Data to examine>
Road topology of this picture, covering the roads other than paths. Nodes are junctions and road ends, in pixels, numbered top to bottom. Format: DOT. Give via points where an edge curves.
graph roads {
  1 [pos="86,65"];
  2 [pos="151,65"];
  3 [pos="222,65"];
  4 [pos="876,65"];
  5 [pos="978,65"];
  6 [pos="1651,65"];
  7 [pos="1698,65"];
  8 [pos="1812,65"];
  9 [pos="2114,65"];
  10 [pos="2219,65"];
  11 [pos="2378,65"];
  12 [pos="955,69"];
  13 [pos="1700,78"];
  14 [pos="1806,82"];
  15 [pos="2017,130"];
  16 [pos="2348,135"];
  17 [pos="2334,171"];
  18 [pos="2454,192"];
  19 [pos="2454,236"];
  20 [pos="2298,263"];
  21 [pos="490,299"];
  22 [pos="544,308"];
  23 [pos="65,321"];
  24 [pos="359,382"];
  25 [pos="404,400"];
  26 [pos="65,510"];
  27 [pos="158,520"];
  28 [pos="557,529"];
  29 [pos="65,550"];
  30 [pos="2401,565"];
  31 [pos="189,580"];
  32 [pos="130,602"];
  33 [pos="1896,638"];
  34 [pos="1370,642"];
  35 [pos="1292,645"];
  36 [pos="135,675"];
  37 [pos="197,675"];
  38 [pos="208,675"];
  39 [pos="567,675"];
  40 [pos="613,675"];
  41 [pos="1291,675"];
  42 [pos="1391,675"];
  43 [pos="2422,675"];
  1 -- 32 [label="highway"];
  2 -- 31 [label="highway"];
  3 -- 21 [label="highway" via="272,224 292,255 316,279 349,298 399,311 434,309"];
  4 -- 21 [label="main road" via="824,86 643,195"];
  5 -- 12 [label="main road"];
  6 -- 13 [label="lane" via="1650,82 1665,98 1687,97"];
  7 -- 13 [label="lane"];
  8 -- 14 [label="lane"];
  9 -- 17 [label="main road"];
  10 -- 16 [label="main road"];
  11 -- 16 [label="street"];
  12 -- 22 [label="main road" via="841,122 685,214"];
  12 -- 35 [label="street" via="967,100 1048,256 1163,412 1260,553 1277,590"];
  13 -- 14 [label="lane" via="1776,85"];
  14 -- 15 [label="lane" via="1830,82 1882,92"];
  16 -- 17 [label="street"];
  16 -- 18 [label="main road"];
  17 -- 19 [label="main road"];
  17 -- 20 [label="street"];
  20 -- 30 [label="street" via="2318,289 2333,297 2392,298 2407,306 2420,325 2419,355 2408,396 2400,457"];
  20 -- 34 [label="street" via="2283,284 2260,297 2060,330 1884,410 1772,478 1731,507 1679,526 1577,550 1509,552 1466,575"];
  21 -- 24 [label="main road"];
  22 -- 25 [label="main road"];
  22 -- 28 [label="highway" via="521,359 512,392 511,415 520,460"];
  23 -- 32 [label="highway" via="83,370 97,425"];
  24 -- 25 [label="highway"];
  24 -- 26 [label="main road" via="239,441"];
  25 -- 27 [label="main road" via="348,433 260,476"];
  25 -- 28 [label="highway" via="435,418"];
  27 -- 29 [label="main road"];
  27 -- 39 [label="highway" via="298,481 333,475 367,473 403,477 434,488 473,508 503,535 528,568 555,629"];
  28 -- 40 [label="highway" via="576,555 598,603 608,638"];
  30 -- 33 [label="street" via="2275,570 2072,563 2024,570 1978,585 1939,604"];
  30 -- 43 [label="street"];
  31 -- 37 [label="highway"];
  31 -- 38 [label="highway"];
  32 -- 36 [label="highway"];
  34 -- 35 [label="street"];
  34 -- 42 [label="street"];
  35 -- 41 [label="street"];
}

Problem to solve> Transcribe the whole listing above exactly, leaving nothing out.

Solution to the problem>
Road topology of this picture, covering the roads other than paths. Nodes are junctions and road ends, in pixels, numbered top to bottom. Format: DOT. Give via points where an edge curves.
graph roads {
  1 [pos="86,65"];
  2 [pos="151,65"];
  3 [pos="222,65"];
  4 [pos="876,65"];
  5 [pos="978,65"];
  6 [pos="1651,65"];
  7 [pos="1698,65"];
  8 [pos="1812,65"];
  9 [pos="2114,65"];
  10 [pos="2219,65"];
  11 [pos="2378,65"];
  12 [pos="955,69"];
  13 [pos="1700,78"];
  14 [pos="1806,82"];
  15 [pos="2017,130"];
  16 [pos="2348,135"];
  17 [pos="2334,171"];
  18 [pos="2454,192"];
  19 [pos="2454,236"];
  20 [pos="2298,263"];
  21 [pos="490,299"];
  22 [pos="544,308"];
  23 [pos="65,321"];
  24 [pos="359,382"];
  25 [pos="404,400"];
  26 [pos="65,510"];
  27 [pos="158,520"];
  28 [pos="557,529"];
  29 [pos="65,550"];
  30 [pos="2401,565"];
  31 [pos="189,580"];
  32 [pos="130,602"];
  33 [pos="1896,638"];
  34 [pos="1370,642"];
  35 [pos="1292,645"];
  36 [pos="135,675"];
  37 [pos="197,675"];
  38 [pos="208,675"];
  39 [pos="567,675"];
  40 [pos="613,675"];
  41 [pos="1291,675"];
  42 [pos="1391,675"];
  43 [pos="2422,675"];
  1 -- 32 [label="highway"];
  2 -- 31 [label="highway"];
  3 -- 21 [label="highway" via="272,224 292,255 316,279 349,298 399,311 434,309"];
  4 -- 21 [label="main road" via="824,86 643,195"];
  5 -- 12 [label="main road"];
  6 -- 13 [label="lane" via="1650,82 1665,98 1687,97"];
  7 -- 13 [label="lane"];
  8 -- 14 [label="lane"];
  9 -- 17 [label="main road"];
  10 -- 16 [label="main road"];
  11 -- 16 [label="street"];
  12 -- 22 [label="main road" via="841,122 685,214"];
  12 -- 35 [label="street" via="967,100 1048,256 1163,412 1260,553 1277,590"];
  13 -- 14 [label="lane" via="1776,85"];
  14 -- 15 [label="lane" via="1830,82 1882,92"];
  16 -- 17 [label="street"];
  16 -- 18 [label="main road"];
  17 -- 19 [label="main road"];
  17 -- 20 [label="street"];
  20 -- 30 [label="street" via="2318,289 2333,297 2392,298 2407,306 2420,325 2419,355 2408,396 2400,457"];
  20 -- 34 [label="street" via="2283,284 2260,297 2060,330 1884,410 1772,478 1731,507 1679,526 1577,550 1509,552 1466,575"];
  21 -- 24 [label="main road"];
  22 -- 25 [label="main road"];
  22 -- 28 [label="highway" via="521,359 512,392 511,415 520,460"];
  23 -- 32 [label="highway" via="83,370 97,425"];
  24 -- 25 [label="highway"];
  24 -- 26 [label="main road" via="239,441"];
  25 -- 27 [label="main road" via="348,433 260,476"];
  25 -- 28 [label="highway" via="435,418"];
  27 -- 29 [label="main road"];
  27 -- 39 [label="highway" via="298,481 333,475 367,473 403,477 434,488 473,508 503,535 528,568 555,629"];
  28 -- 40 [label="highway" via="576,555 598,603 608,638"];
  30 -- 33 [label="street" via="2275,570 2072,563 2024,570 1978,585 1939,604"];
  30 -- 43 [label="street"];
  31 -- 37 [label="highway"];
  31 -- 38 [label="highway"];
  32 -- 36 [label="highway"];
  34 -- 35 [label="street"];
  34 -- 42 [label="street"];
  35 -- 41 [label="street"];
}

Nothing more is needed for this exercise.